Quem vive atento às mudanças de comportamento no cenário festivo baiano, por certo já percebeu que ele vem mudando e já é motivo de análise de sociólogos de plantão.
No Carnaval de 2005, o sociólogo Roberto Albergaria, então comentarista de comportamento da TV Educativa, ao ser chamado a analisar a participação de evangélicos do Bloco Sal da Terra, não usou de meias palavras para garantir que em 10 anos, ou um pouco mais, o Carnaval de rua de Salvador teria uma nova feição, sendo dominado por evangélicos, considerando-os ousados, criativos e com objetividade.
Ninguém da mídia que ouviu o sociólogo dizer isso, repercutiu. Talvez não levasse a sério, achando que se tratava de um delírio. Falha no sensor jornalístico, preconceito, coisas que não combinam com o bom exercício da profissão midiática.
Enquanto isso, um movimento diferente do tradicional cresce em templos evangélicos de diversas denominações. Há um outro olhar evangelístico sobre eventos de massa.
Rompeu-se o véu do preconceito e muitos têm tomado a decisão de entrar de corpo e alma na maior festa popular do planeta. As festas juninas também estão no calendário dos evangélicos.
O quê? Indagarão os desavisados e contrários. Mas, para o cristão clarividente, teologizado, comprometido, pastores mais jovens, isso não é nenhuma heresia.
Sem receio, esses novos líderes afirmam que o primeiro missionário destinado por Deus, Jesus Cristo de Nazaré, era um festeiro, não perdia um evento popular de seu povo judeu, para levar sua mensagem de alegria e salvação.
E não foi a toa que o austríaco Jhoannes Sebastian Bach construiu um dos mais belos clássicos da música do período renascentista, “Jesus a Alegria dos Homens”. Ele só ficava triste por causa do sofrimento do povo oprimido. E por ele morreu de forma tão cruel.
A bordo de bloco sem cordão, totalmente caracterizado como uma entidade carnavalesca, o Bloco Sal da Terra, da Igreja Batista Missionária da Independência, pioneiro na modalidade do gênero, evangeliza no circuito Pelourinho–Sé, de sexta a terça-feira de Carnaval, desfilando em seu repertório cânticos gospels animados,no ritmo afrobaiano, do reggae ao samba (…).
Este ano, o bloco se juntou a outros movimentos evangélicos no Carnaval (Igreja Batista do Garcia/ Igreja Batista de Itapagipe e Jovens Com Uma Missão – Jocum). Altivos e alegres pisaram o asfalto do circuito Barra Ondina, fazendo trajeto inverso, puxado por um pequeno mais possante carro de som, capitaneado pelos pastores Elson, do Garcia, Laurito, de Itapagipe, Elias da Jocum, dentre outras lideranças do movimento.

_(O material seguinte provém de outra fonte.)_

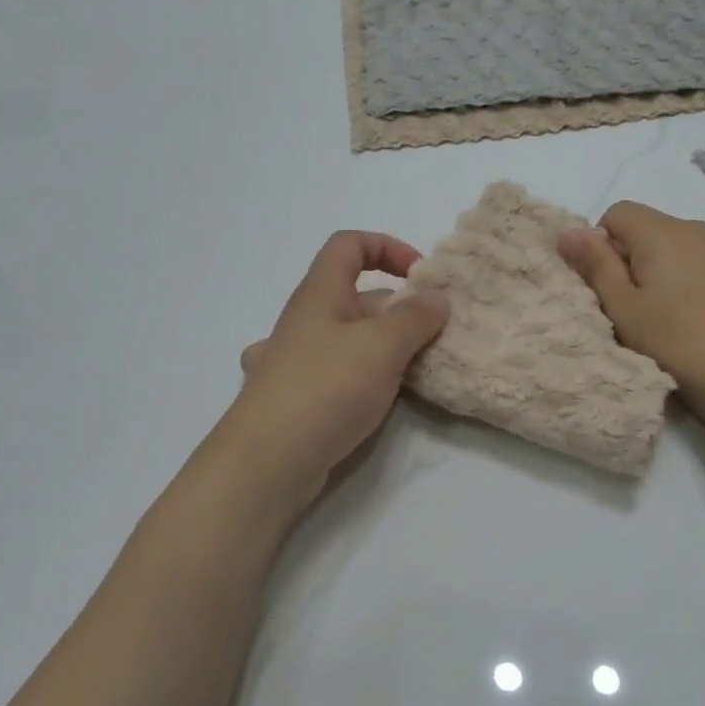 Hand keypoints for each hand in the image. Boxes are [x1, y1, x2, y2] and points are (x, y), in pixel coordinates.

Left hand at [221, 231, 449, 509]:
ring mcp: (297, 361)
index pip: (349, 245)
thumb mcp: (381, 346)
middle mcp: (305, 321)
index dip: (387, 247)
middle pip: (356, 295)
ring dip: (385, 346)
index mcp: (319, 294)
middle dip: (399, 308)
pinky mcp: (298, 398)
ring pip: (349, 338)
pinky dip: (363, 377)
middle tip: (433, 336)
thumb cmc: (326, 388)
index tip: (421, 277)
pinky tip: (378, 398)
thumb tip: (437, 297)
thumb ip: (415, 318)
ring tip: (417, 369)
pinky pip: (338, 373)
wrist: (268, 460)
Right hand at [557, 202, 704, 411]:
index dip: (604, 245)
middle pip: (655, 229)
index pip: (618, 213)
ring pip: (689, 246)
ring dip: (676, 269)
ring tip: (681, 316)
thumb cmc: (678, 347)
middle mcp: (701, 229)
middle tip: (641, 309)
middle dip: (639, 258)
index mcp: (663, 234)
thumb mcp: (623, 312)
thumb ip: (595, 266)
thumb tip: (568, 231)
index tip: (610, 286) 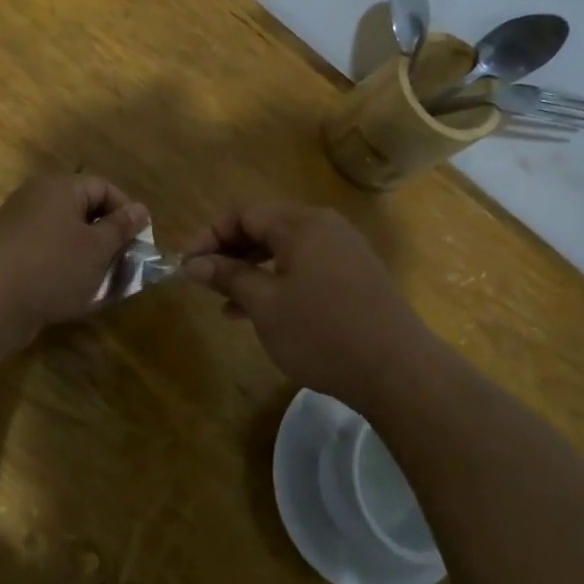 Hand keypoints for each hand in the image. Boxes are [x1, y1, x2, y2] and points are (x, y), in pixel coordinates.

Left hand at [0, 174, 149, 342]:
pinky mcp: (7, 253)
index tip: (139, 241)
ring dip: (86, 256)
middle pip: (82, 210)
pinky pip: (44, 253)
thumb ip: (121, 227)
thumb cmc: (53, 266)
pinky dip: (62, 268)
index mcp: (59, 187)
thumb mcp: (97, 248)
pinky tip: (71, 292)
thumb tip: (140, 210)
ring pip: (64, 234)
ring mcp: (17, 225)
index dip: (126, 212)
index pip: (103, 188)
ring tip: (100, 282)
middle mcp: (36, 198)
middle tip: (123, 263)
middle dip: (106, 237)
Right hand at [179, 201, 432, 405]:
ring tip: (224, 302)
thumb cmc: (323, 332)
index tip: (186, 265)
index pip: (244, 213)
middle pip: (265, 228)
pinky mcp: (354, 277)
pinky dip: (278, 282)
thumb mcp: (265, 305)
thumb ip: (228, 276)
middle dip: (229, 253)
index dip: (210, 236)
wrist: (397, 370)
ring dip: (251, 270)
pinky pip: (305, 268)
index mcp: (302, 224)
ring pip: (284, 250)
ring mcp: (344, 251)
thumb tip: (192, 263)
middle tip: (202, 281)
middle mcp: (325, 227)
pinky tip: (259, 312) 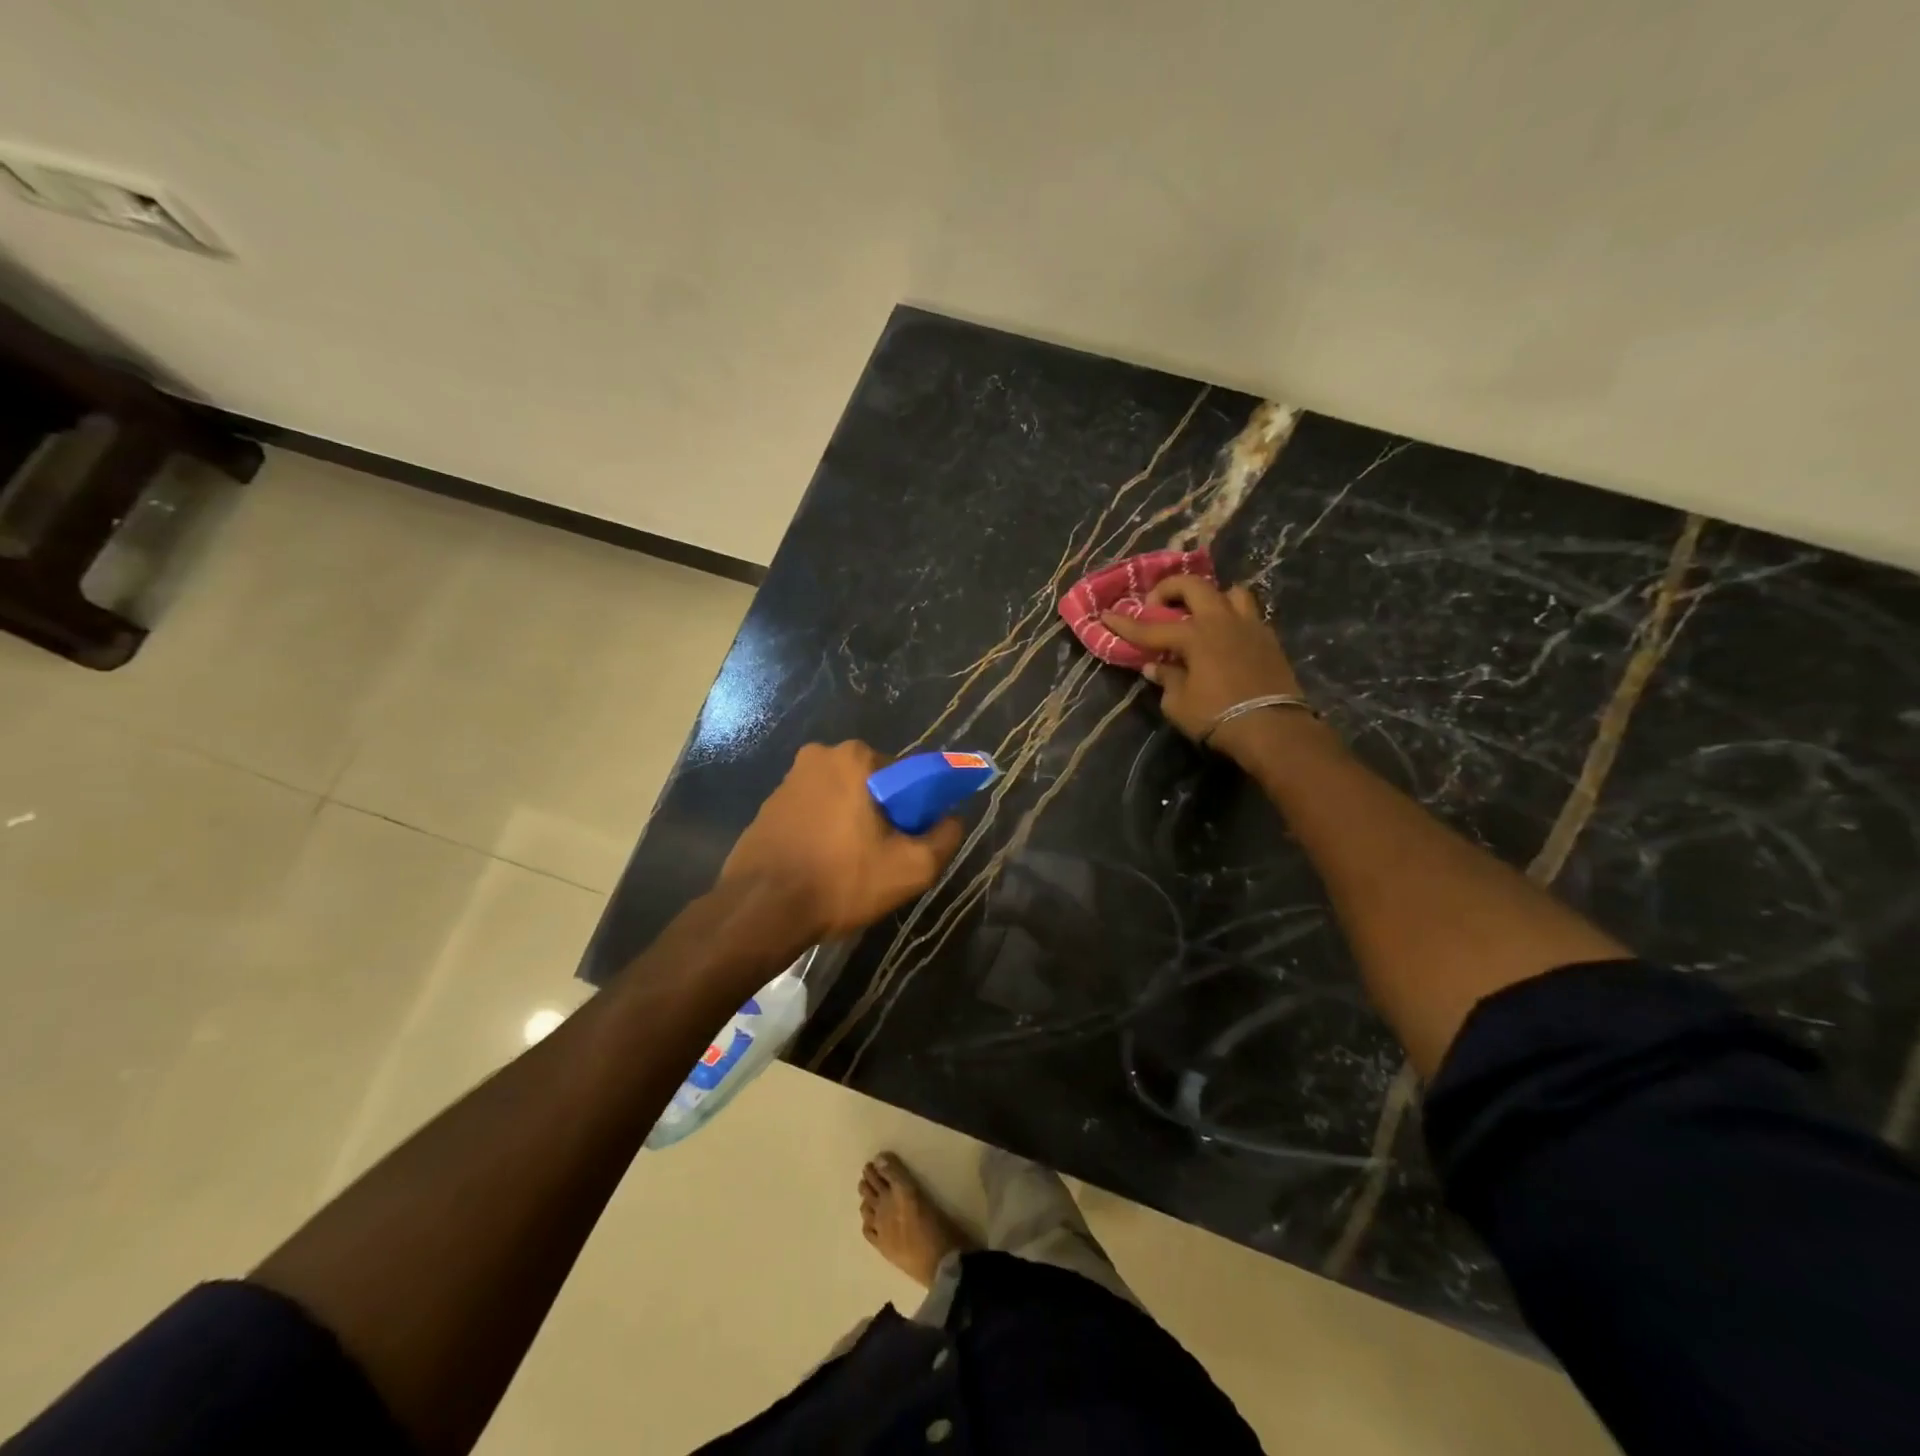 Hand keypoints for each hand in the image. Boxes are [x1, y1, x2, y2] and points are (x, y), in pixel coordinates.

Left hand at [721, 741, 964, 940]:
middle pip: (872, 785)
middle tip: (882, 857)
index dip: (915, 810)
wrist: (760, 911)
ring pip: (841, 799)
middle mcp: (819, 756)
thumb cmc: (841, 881)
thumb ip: (944, 837)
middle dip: (882, 815)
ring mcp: (788, 781)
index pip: (906, 777)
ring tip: (850, 868)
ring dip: (851, 824)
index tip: (909, 841)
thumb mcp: (911, 868)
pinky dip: (823, 832)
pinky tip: (822, 866)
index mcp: (855, 758)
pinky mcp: (767, 807)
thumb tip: (953, 819)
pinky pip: (812, 813)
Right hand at [1102, 576, 1310, 761]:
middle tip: (1156, 605)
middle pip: (1193, 586)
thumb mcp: (1178, 704)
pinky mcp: (1269, 639)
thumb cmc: (1218, 717)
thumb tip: (1157, 666)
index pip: (1150, 628)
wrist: (1273, 728)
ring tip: (1199, 614)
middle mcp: (1221, 621)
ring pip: (1229, 592)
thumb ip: (1166, 679)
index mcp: (1195, 635)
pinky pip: (1247, 614)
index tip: (1107, 615)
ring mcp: (1249, 626)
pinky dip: (1231, 617)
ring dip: (1210, 597)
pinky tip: (1224, 635)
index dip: (1125, 624)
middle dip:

Nesse lugar, promoveram um espetáculo inesquecível, que fez chorar muita gente, impactada com o que ouviram do pastor Elson, um relato triste e veemente dos indicadores sociais da cidade do Salvador, mascarada no Carnaval.
Em seguida, todos ajoelhados no asfalto, clamaram a Deus, em oração fervorosa, sabedoria aos governantes, especialmente ao prefeito João Henrique, que enfrenta o desafio de administrar uma cidade como Salvador, com alto grau de religiosidade e fé, mas que não consegue superar suas profundas desigualdades.
Pediu-se também na oração, providência contra as mazelas advindas do sistema econômico e sua má distribuição de renda, todas as formas de exclusão, violência e racismo, e contra o que chamou de potestades do mal incrustado no poder, ou seja, ganância e corrupção, desejando não só para a Bahia, como para todo o país, uma sociedade justa, como Cristo apregoou.
Por fim, uma ceia com pão e vinho foi servida ao ar livre, intrigando traseuntes e expectadores, num ato comovente, de um pacto com Jesus.